Tuesday, 11 October 2011

Smoked Signals...

One of our awesome suppliers - The East Pier Smokehouse - has been nominated for a Glenfiddich Spirit of Scotland Award in their food category. The East Pier Smokehouse couldn't actually be more local to us - it's just a stones-throw from our base, right on the harbour in St Monans. We've just voted and wish The East Pier Smokehouse lots of luck! Meanwhile, we highly recommend the smoked dark chocolate...with a warming glass of whisky!

Monday, 10 October 2011

Recipe - Pickled Pears with Strathdon Blue

Blue cheese makes a great savoury accompaniment to the fantastic varieties of pears appearing at this time of year. Strathdon Blue is favourite of mine - a wonderfully creamy Scottish blue which is mild and creamy enough to appeal to all - even doubters of the merits of blue cheese. I like to serve the cheese with lightly pickled pears as a starter - a nice marriage as the sweetness of the pear and sour hit of the pickling liquor (which can double as a dressing) balances out the richness of the cheese. You can vary this recipe to suit your taste, so just go with what you like - if you prefer a stronger cheese like Dunsyre or Lanark Blue, then go with that; you can vary the sweet / sour balance of the pickled pears, too, to suit yourself.

Pickled Pears with Strathdon Blue

To serve 4 as a starter

750ml water
125g caster sugar
150ml red or white wine vinegar
3 star anise
1 cinnamon stick
4 cloves
1 tablespoon mustard seeds
6 peppercorns
1 pinch dried chili flakes
2 large pears, or four small
200g Strathdon, Dunsyre or Lanark Blue cheese

salad leaves, to garnish
toasted pine nuts, to garnish (optional)

In a small high sided pan that will take the pears in one layer, make a sour sugar syrup by dissolving the caster sugar with the water, vinegar and aromatics.
Taste the syrup,
and add more vinegar or sugar if you want a sweeter or more sour flavour imparted to the pears. Ideally, we want to taste the vinegar but still have a nice sweet / sour flavour.
Let it come to a simmer while you peel and core the pears (I use a melon baller to take out the core of the pear). As you peel them, drop the pears in the water so they don't discolour. When you've finished, cover with a circle of baking paper - to help keep the pears submerged while they cook.
Gently simmer
until a skewer goes through the flesh - the time it takes varies.....but twenty to thirty minutes is usual. Just check them until done, and when they are, switch off the heat and leave them to cool in the liquor.
When the pears are cold,
they're ready to serve. From here on in, this dish is just about assembly.
If the pears are large, halve them and fan them out, if small, serve one per person.
Serve atop a slice of cheese, or crumble the cheese over the pear, if you prefer.
Some crunch for textural contrast is nice - toasted pine nuts are a good option if you have some.
Drizzle some poaching liquid around; dress with a few salad leaves and enjoy.

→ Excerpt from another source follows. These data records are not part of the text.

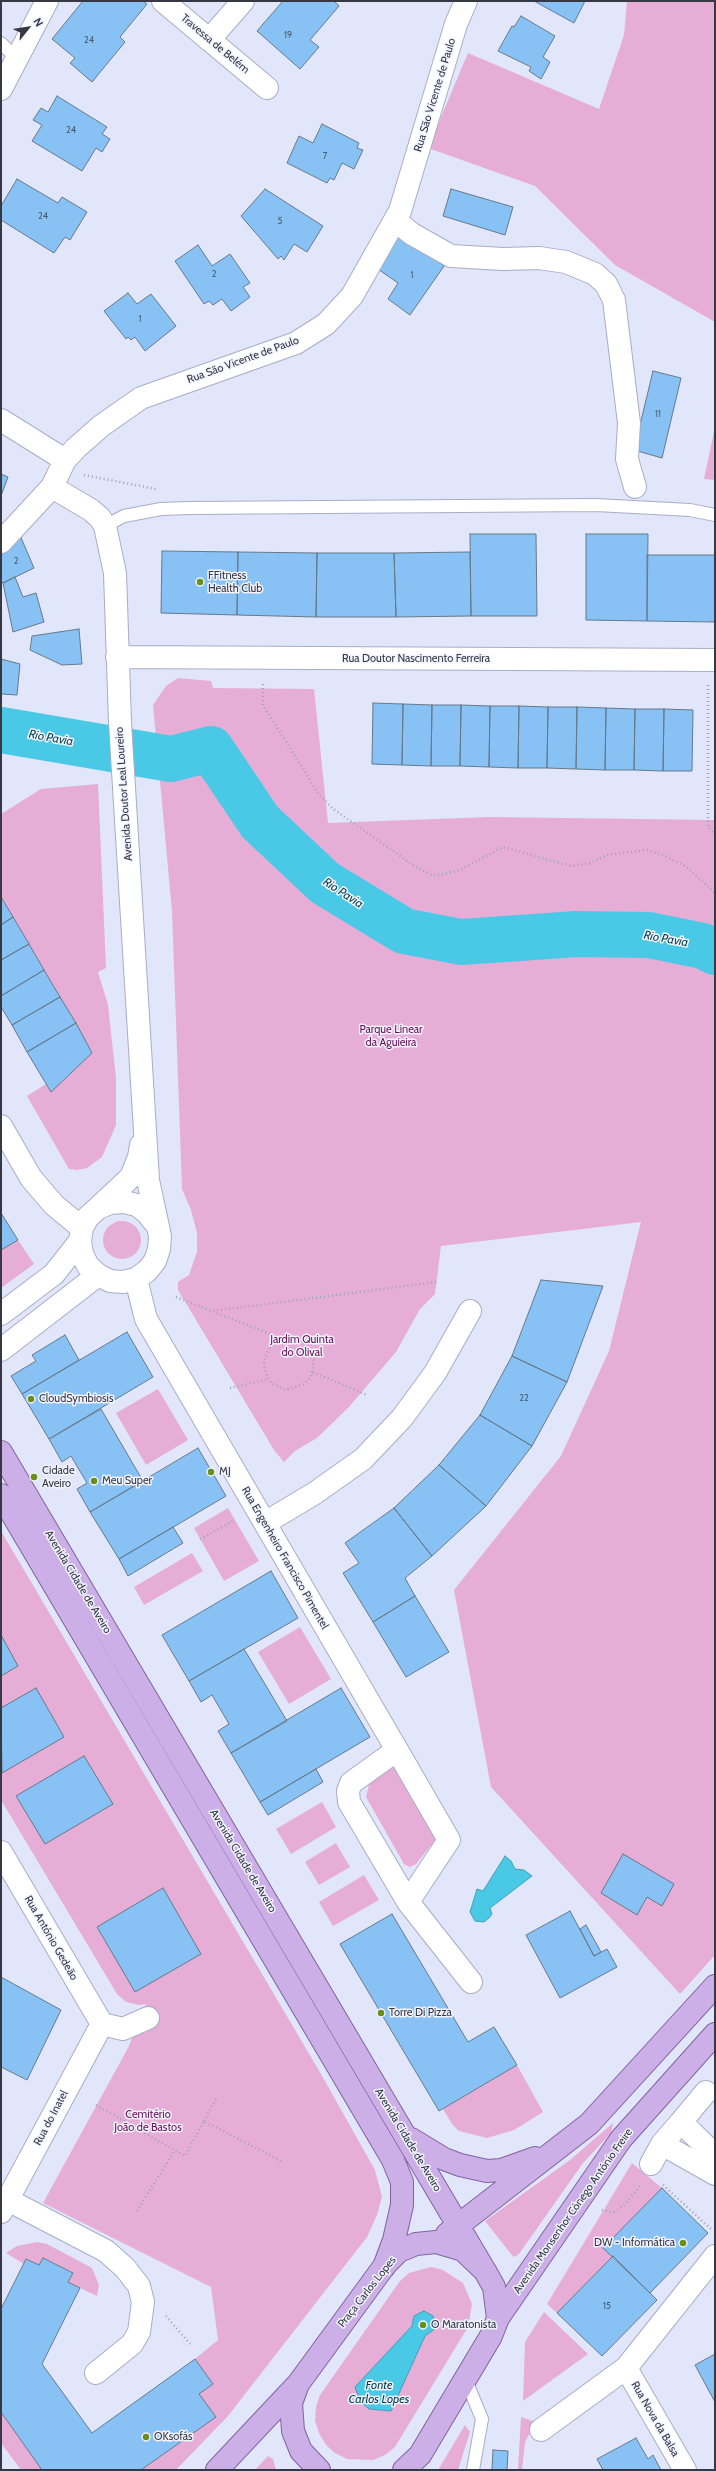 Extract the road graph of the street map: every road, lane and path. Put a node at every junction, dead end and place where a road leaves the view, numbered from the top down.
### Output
1 (47, 1) edge
2 (163, 1) edge
3 (244, 1) edge
4 (466, 1) edge
5 (209, 40) junction
6 (1, 43) edge
7 (16, 59) junction
8 (267, 88) dead end
9 (1, 89) edge
10 (395, 220) junction
11 (1, 420) edge
12 (65, 460) junction
13 (52, 487) junction
14 (635, 487) dead end
15 (715, 515) edge
16 (105, 526) junction
17 (1, 542) edge
18 (117, 657) junction
19 (715, 660) edge
20 (263, 684) dead end
21 (708, 685) dead end
22 (715, 835) edge
23 (715, 893) edge
24 (1, 1126) edge
25 (144, 1128) junction
26 (98, 1208) junction
27 (155, 1223) junction
28 (81, 1235) junction
29 (98, 1275) junction
30 (136, 1279) junction
31 (436, 1282) dead end
32 (176, 1297) dead end
33 (212, 1311) junction
34 (470, 1311) dead end
35 (1, 1314) edge
36 (280, 1338) junction
37 (1, 1350) edge
38 (313, 1372) junction
39 (269, 1379) junction
40 (230, 1388) dead end
41 (367, 1395) dead end
42 (1, 1452) edge
43 (1, 1495) edge
44 (235, 1520) dead end
45 (265, 1523) junction
46 (200, 1539) dead end
47 (396, 1750) junction
48 (1, 1852) edge
49 (408, 1902) junction
50 (471, 1982) dead end
51 (715, 1986) edge
52 (148, 2018) dead end
53 (102, 2024) junction
54 (715, 2034) edge
55 (706, 2092) dead end
56 (217, 2097) dead end
57 (96, 2105) dead end
58 (204, 2122) junction
59 (681, 2122) junction
60 (402, 2130) junction
61 (662, 2144) junction
62 (562, 2146) junction
63 (175, 2150) junction
64 (715, 2155) edge
65 (283, 2162) dead end
66 (715, 2174) edge
67 (652, 2175) junction
68 (4, 2206) edge
69 (599, 2209) dead end
70 (137, 2212) dead end
71 (458, 2225) junction
72 (711, 2229) dead end
73 (436, 2242) junction
74 (715, 2256) edge
75 (384, 2267) junction
76 (485, 2271) junction
77 (498, 2318) junction
78 (626, 2368) junction
79 (96, 2373) dead end
80 (465, 2378) junction
81 (298, 2384) junction
82 (541, 2430) dead end
83 (217, 2470) edge
84 (319, 2470) edge
85 (404, 2470) edge
86 (473, 2470) edge
87 (684, 2470) edge

1 - 7 street
2 - 5 street, Travessa de Belém
3 - 5 street
4 - 10 street, Rua São Vicente de Paulo
5 - 8 street, Travessa de Belém
6 - 7 lane
7 - 9 street
10 - 12 street, Rua São Vicente de Paulo
10 - 14 street
11 - 12 street
12 - 13 street
13 - 16 street, Avenida Doutor Leal Loureiro
13 - 17 street
15 - 16 lane
16 - 18 street, Avenida Doutor Leal Loureiro
18 - 19 street, Rua Doutor Nascimento Ferreira
18 - 25 street, Avenida Doutor Leal Loureiro
20 - 23 path
21 - 22 path
24 - 28 street
25 - 26 street, Avenida Doutor Leal Loureiro
25 - 27 street, Avenida Doutor Leal Loureiro
26 - 27 street
26 - 28 street, Avenida Doutor Leal Loureiro
27 - 30 street, Avenida Doutor Leal Loureiro
28 - 29 street
28 - 35 street, Avenida Doutor Leal Loureiro
29 - 30 street
29 - 37 street
30 - 45 street, Rua Engenheiro Francisco Pimentel
31 - 33 path
32 - 33 path
33 - 36 path
34 - 45 street
36 - 38 path
36 - 39 path
38 - 39 path
38 - 41 path
39 - 40 path
42 - 60 main road, Avenida Cidade de Aveiro
43 - 75 main road, Avenida Cidade de Aveiro
44 - 46 path
45 - 47 street, Rua Engenheiro Francisco Pimentel
47 - 49 street, Rua Engenheiro Francisco Pimentel
47 - 49 street
48 - 53 street, Rua António Gedeão
49 - 50 street
51 - 62 main road
52 - 53 street
53 - 68 street, Rua do Inatel
54 - 77 main road, Avenida Monsenhor Cónego António Freire
55 - 59 street
56 - 58 path
57 - 63 path
58 - 63 path
58 - 65 path
59 - 61 street
59 - 64 street
60 - 62 main road
60 - 71 main road, Avenida Cidade de Aveiro
61 - 66 street
61 - 67 street
62 - 71 main road
63 - 70 path
67 - 69 path
67 - 72 path
68 - 79 street
71 - 73 main road
71 - 76 main road, Avenida Cidade de Aveiro
73 - 75 main road, Praça Carlos Lopes
73 - 76 main road, Praça Carlos Lopes
74 - 78 street
75 - 81 main road, Praça Carlos Lopes
76 - 77 main road, Praça Carlos Lopes
77 - 80 main road, Praça Carlos Lopes
78 - 82 street
78 - 87 street, Rua Nova da Balsa
80 - 85 main road, Praça Carlos Lopes
80 - 86 lane
81 - 83 main road
81 - 84 main road, Praça Carlos Lopes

Recipe created by James, head chef @ The Elemental Kitchen for the award-winning
Ardross Farm Shop, East Neuk of Fife.

Fall for Fort Augustus...

Oh, we do like to live beside the seaside.....but, as autumn leaves begin to fall, we also really appreciate a trip inland and north to the mountains and forests of the Scottish Highlands. The area around Loch Ness & Fort Augustus is particularly splendid, which is why we were glad to return for another Elemental Kitchen assignment this year. While we do spend most of the time creating delicious breakfasts, lunches & dinners for our clients, it's also a pleasure to get out and about to enjoy the golden autumn hues, before finding somewhere cosy to relax in the afternoon. So, our latest recommendation is The Lock Inn, right next to the canal locks at pretty Fort Augustus. Its solid wooden tables, real log fire, impressive whiskey collection & hearty pub lunches, make this an idyllic stop-off during a highland excursion.

Our latest assignment was organised via holiday agent, George Goldsmith.